HOW TO COMPLETE THIS TASK. For each line of the data below, copy it if it holds the word "Sapoukoua".

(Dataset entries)
━━━━━━━━━━

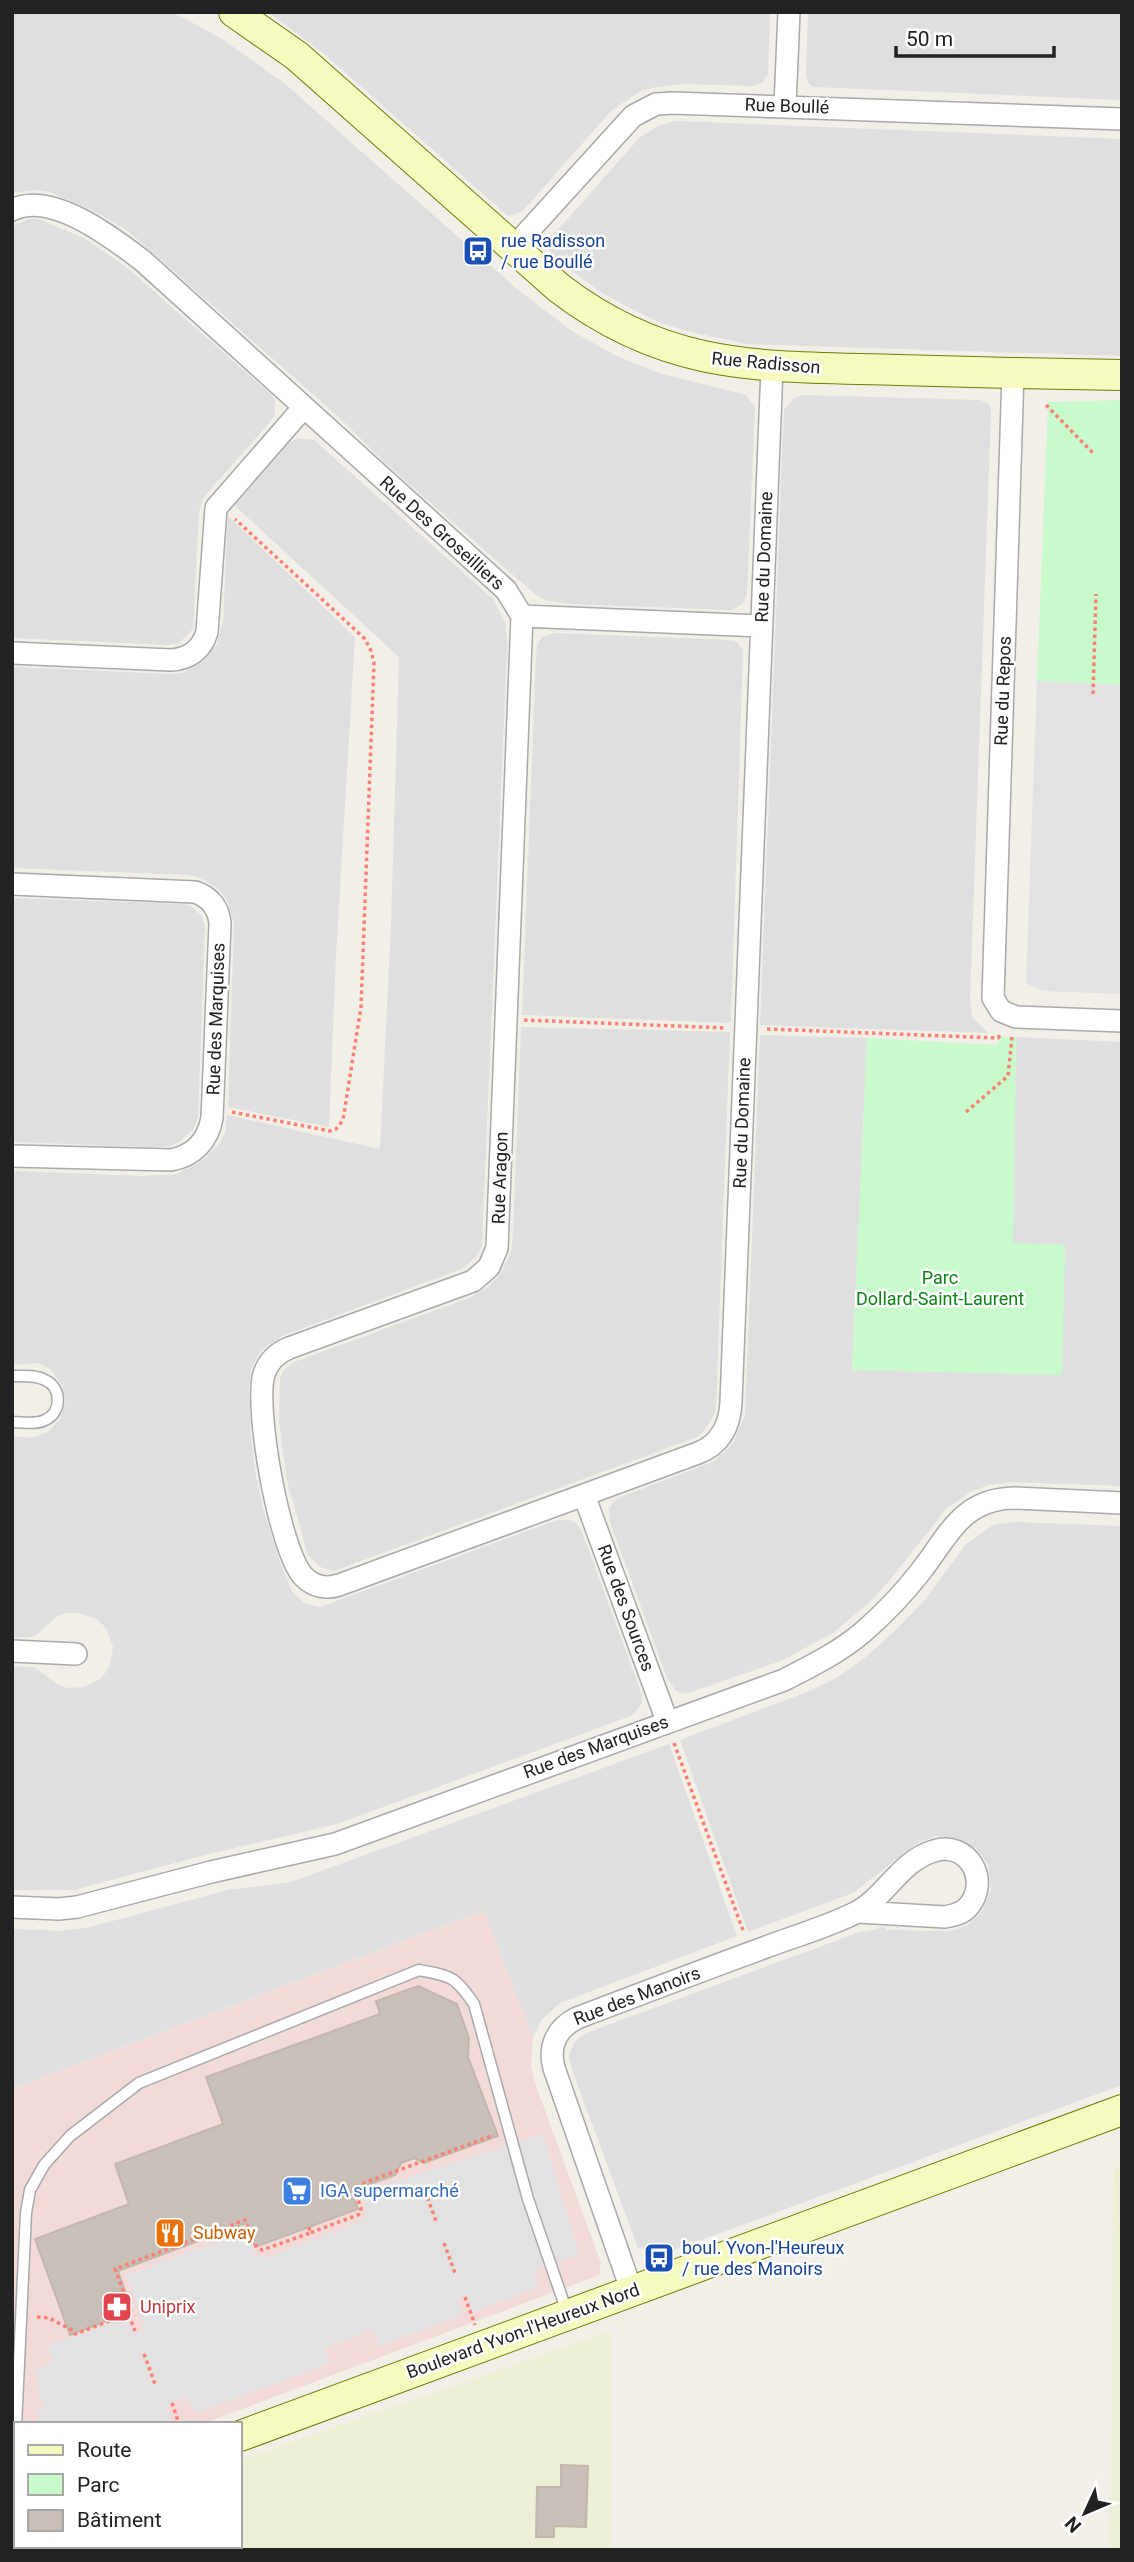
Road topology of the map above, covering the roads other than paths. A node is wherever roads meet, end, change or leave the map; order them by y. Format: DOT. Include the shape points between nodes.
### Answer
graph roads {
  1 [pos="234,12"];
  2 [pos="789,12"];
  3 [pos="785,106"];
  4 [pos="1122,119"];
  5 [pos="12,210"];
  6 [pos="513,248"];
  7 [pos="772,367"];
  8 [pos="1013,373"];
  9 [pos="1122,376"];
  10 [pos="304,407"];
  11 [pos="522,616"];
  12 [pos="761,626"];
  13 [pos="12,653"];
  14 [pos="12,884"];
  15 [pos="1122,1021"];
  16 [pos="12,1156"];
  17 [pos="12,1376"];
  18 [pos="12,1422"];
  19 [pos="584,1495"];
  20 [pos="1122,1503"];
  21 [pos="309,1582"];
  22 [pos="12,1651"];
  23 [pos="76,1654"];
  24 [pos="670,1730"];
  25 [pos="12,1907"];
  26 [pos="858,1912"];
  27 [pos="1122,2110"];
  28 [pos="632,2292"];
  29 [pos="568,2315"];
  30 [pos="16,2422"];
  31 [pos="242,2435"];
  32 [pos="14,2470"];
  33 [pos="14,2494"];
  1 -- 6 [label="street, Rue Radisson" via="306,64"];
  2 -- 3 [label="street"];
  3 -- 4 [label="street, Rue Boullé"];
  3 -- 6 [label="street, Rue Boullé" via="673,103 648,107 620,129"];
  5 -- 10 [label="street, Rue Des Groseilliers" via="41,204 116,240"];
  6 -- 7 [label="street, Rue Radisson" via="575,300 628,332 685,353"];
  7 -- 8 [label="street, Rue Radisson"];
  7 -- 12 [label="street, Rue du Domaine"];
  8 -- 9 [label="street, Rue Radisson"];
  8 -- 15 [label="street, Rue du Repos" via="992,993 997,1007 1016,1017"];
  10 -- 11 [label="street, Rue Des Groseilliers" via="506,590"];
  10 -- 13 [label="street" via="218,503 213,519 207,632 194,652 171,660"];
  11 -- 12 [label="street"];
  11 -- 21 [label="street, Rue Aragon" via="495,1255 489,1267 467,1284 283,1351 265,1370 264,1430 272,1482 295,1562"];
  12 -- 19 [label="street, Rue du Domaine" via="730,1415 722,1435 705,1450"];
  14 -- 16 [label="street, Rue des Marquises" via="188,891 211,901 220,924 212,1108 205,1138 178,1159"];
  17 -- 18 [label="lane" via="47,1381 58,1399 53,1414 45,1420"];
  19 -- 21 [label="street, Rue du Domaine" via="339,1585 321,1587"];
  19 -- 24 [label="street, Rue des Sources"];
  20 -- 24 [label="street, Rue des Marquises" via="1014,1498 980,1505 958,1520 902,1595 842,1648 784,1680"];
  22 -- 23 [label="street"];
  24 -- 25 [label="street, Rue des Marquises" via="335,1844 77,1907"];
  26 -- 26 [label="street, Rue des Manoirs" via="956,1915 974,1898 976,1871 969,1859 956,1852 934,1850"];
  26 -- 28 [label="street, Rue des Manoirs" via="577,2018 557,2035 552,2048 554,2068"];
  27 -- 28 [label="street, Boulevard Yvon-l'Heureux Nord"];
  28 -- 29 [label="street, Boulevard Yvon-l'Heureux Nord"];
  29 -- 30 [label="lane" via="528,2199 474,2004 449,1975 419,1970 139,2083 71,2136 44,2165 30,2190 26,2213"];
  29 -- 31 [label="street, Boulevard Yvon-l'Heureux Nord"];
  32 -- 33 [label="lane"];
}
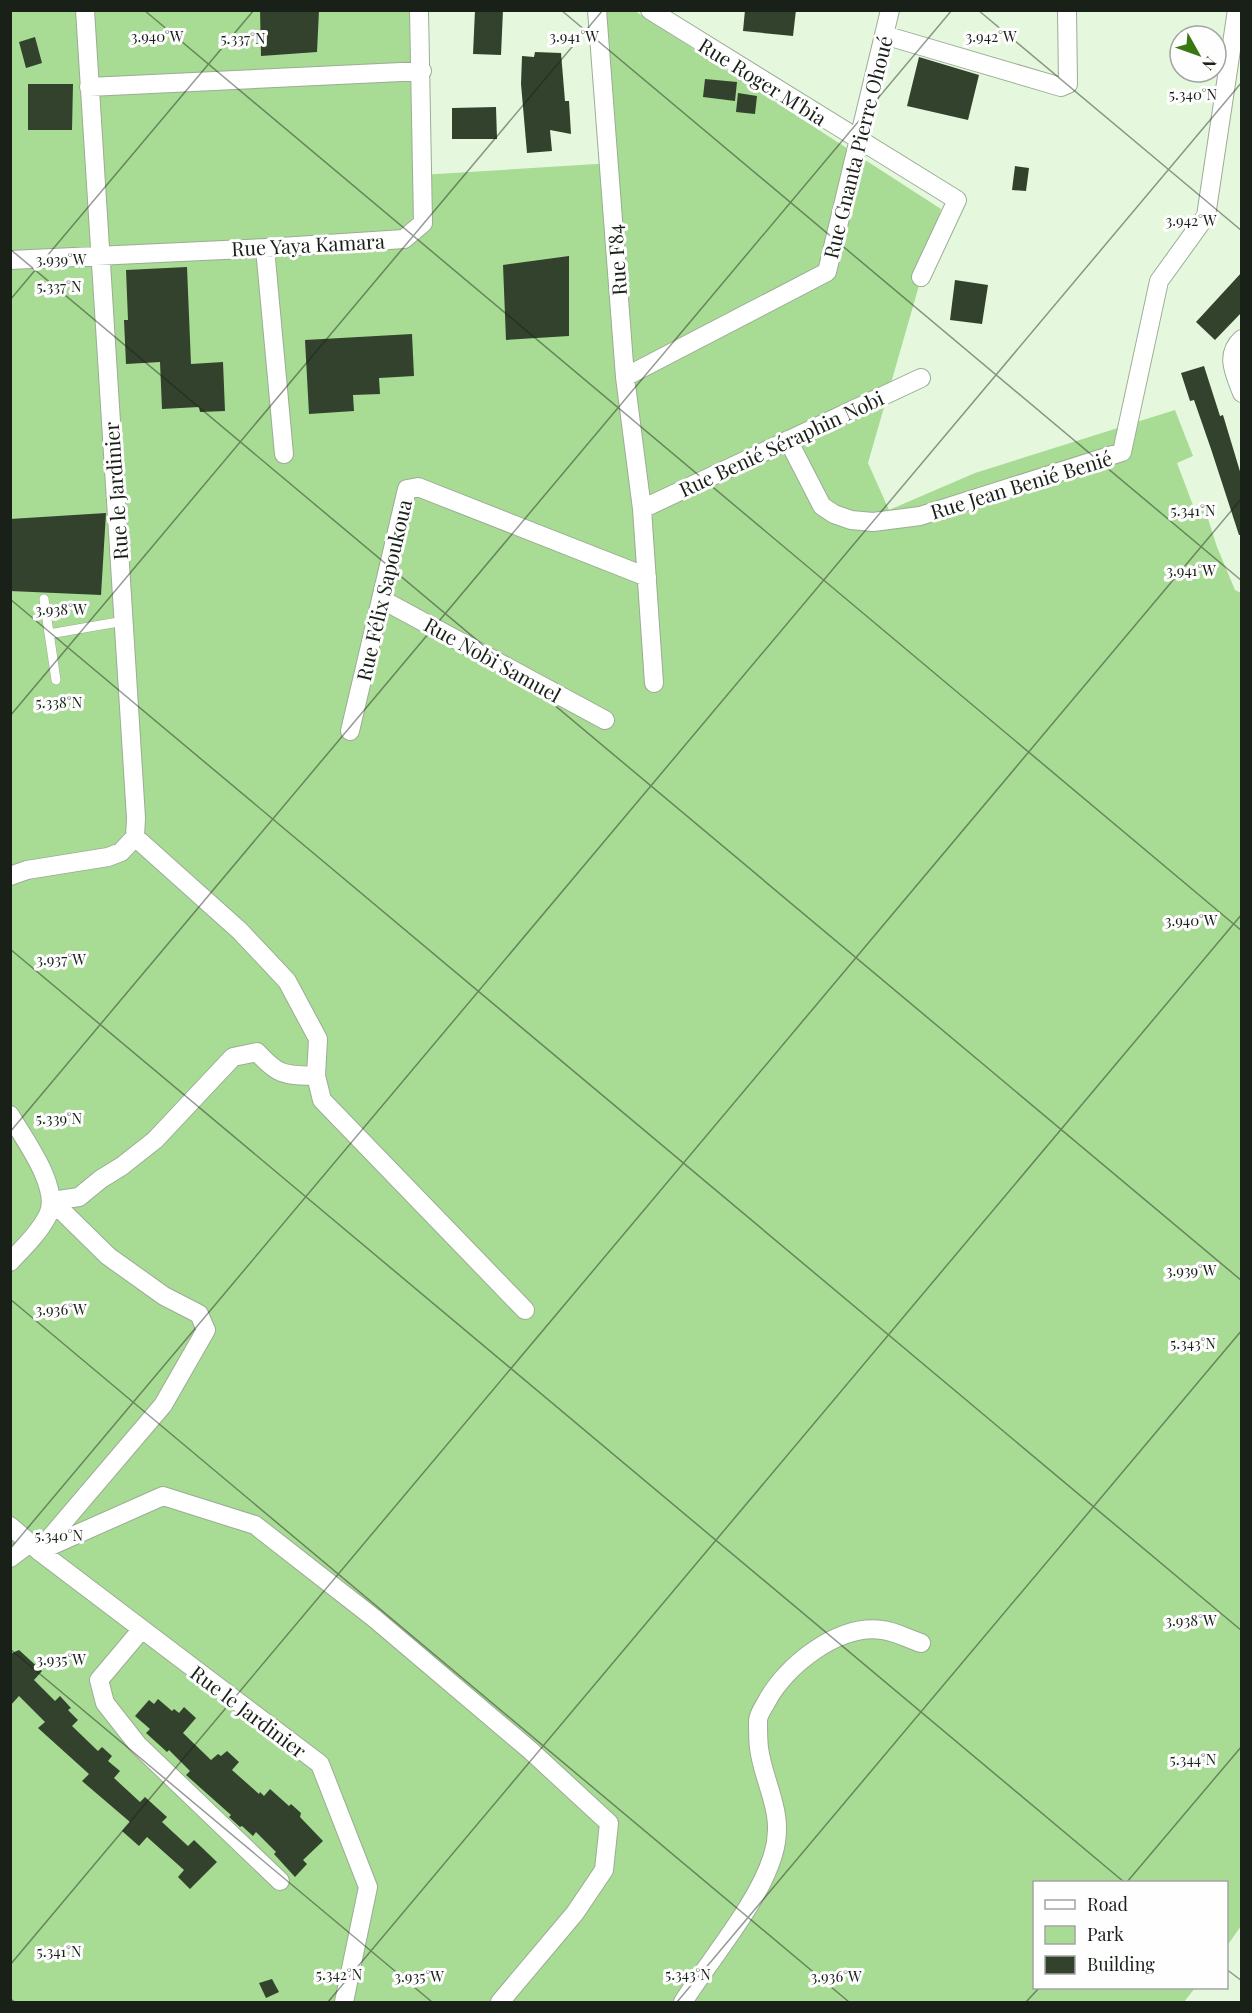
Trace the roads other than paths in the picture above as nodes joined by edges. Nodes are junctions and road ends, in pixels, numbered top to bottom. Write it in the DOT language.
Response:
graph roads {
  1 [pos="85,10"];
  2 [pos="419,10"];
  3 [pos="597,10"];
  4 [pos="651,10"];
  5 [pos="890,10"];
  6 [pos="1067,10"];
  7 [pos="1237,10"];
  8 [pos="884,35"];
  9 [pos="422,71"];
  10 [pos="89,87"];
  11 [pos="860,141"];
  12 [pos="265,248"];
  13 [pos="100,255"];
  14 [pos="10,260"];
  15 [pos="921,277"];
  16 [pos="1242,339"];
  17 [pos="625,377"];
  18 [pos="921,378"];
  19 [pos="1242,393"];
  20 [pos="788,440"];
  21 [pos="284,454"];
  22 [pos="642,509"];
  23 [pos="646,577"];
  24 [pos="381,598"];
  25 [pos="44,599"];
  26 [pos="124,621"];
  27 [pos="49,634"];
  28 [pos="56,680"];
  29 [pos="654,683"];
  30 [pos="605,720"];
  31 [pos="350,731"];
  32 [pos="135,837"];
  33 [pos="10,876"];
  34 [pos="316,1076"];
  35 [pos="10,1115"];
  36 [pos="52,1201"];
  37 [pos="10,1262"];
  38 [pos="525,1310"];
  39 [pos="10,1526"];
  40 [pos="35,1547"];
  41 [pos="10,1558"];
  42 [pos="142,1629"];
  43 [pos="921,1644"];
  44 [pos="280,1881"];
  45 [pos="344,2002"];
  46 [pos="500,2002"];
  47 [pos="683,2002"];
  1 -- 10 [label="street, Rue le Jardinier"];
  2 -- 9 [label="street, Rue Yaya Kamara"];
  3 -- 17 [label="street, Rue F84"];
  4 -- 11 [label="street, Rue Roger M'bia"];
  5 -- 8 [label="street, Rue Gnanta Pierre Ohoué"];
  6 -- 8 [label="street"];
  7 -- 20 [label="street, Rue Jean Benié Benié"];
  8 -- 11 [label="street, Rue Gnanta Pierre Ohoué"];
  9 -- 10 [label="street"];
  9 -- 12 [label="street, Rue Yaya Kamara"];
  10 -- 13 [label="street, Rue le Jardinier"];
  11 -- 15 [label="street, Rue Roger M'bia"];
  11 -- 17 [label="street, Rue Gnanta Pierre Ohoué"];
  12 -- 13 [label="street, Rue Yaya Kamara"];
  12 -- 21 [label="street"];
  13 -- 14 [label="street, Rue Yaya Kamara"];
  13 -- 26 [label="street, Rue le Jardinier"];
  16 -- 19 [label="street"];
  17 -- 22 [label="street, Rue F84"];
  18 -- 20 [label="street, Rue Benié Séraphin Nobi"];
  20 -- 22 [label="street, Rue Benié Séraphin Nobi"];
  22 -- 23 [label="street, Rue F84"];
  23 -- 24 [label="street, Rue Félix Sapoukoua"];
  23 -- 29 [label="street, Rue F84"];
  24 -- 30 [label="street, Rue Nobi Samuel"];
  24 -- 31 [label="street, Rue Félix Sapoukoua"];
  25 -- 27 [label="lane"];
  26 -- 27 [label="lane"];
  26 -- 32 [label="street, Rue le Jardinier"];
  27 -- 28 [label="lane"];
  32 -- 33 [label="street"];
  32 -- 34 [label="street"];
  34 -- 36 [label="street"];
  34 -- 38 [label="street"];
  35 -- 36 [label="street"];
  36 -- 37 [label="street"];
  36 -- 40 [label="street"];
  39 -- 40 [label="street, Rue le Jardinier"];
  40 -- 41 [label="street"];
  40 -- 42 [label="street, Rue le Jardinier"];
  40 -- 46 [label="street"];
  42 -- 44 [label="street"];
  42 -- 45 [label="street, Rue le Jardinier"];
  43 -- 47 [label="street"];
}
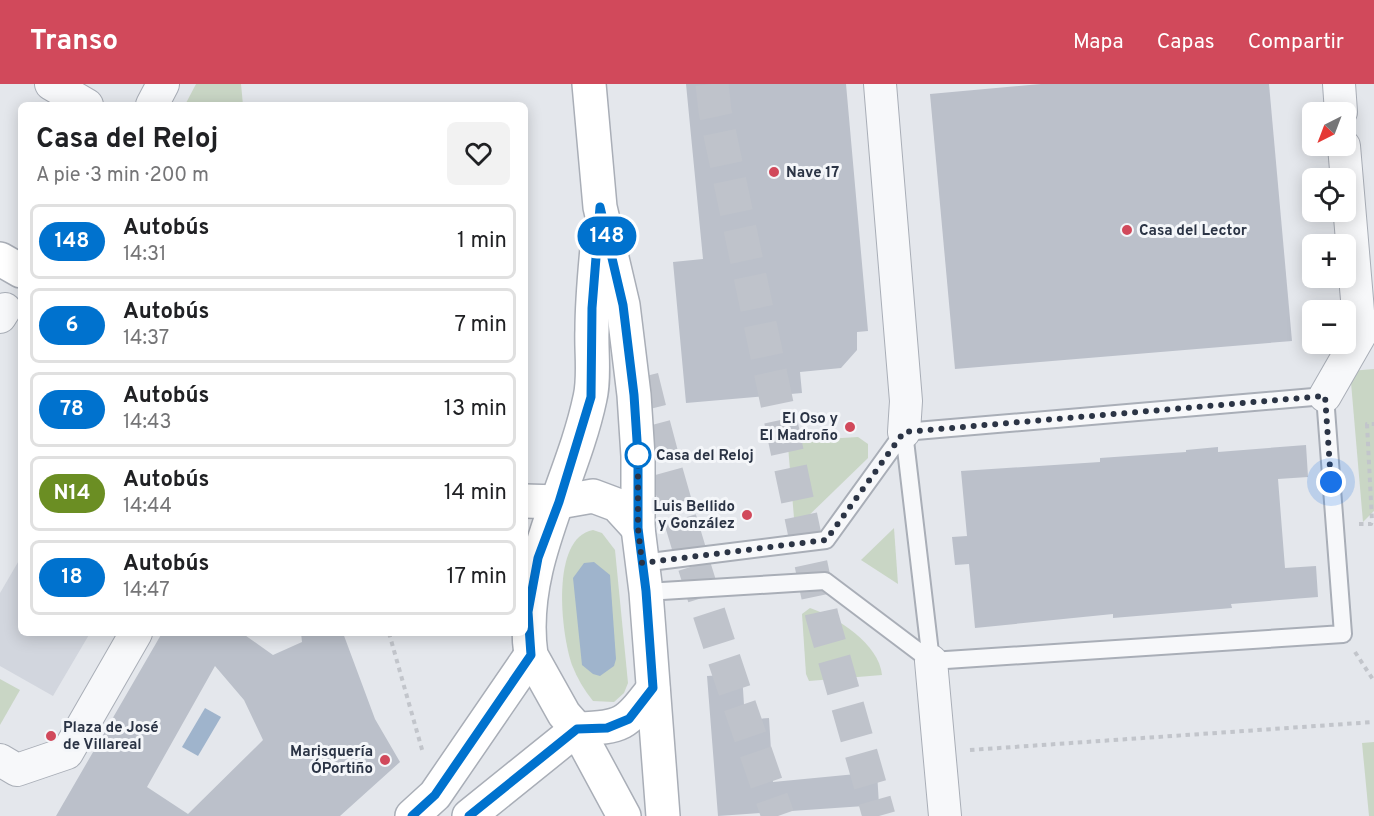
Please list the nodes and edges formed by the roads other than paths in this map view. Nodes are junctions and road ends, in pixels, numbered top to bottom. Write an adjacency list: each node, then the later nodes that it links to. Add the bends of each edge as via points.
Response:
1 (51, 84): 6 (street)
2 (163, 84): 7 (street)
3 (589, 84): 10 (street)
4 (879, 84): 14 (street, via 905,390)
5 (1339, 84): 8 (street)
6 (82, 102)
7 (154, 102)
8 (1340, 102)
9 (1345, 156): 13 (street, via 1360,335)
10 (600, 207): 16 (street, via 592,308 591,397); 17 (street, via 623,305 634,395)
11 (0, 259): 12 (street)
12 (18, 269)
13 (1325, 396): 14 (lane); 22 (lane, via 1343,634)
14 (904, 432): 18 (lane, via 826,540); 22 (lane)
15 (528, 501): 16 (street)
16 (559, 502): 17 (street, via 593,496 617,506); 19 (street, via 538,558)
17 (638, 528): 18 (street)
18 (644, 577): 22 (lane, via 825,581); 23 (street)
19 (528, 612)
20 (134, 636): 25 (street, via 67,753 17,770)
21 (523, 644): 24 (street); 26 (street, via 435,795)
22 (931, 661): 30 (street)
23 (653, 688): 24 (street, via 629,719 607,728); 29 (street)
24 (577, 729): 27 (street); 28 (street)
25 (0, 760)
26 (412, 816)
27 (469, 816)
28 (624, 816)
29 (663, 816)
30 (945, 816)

━━━━━━━━━━

RESPONSE BOX.
  23 -- 24 [label="street, Rue Félix Sapoukoua"];
  24 -- 31 [label="street, Rue Félix Sapoukoua"];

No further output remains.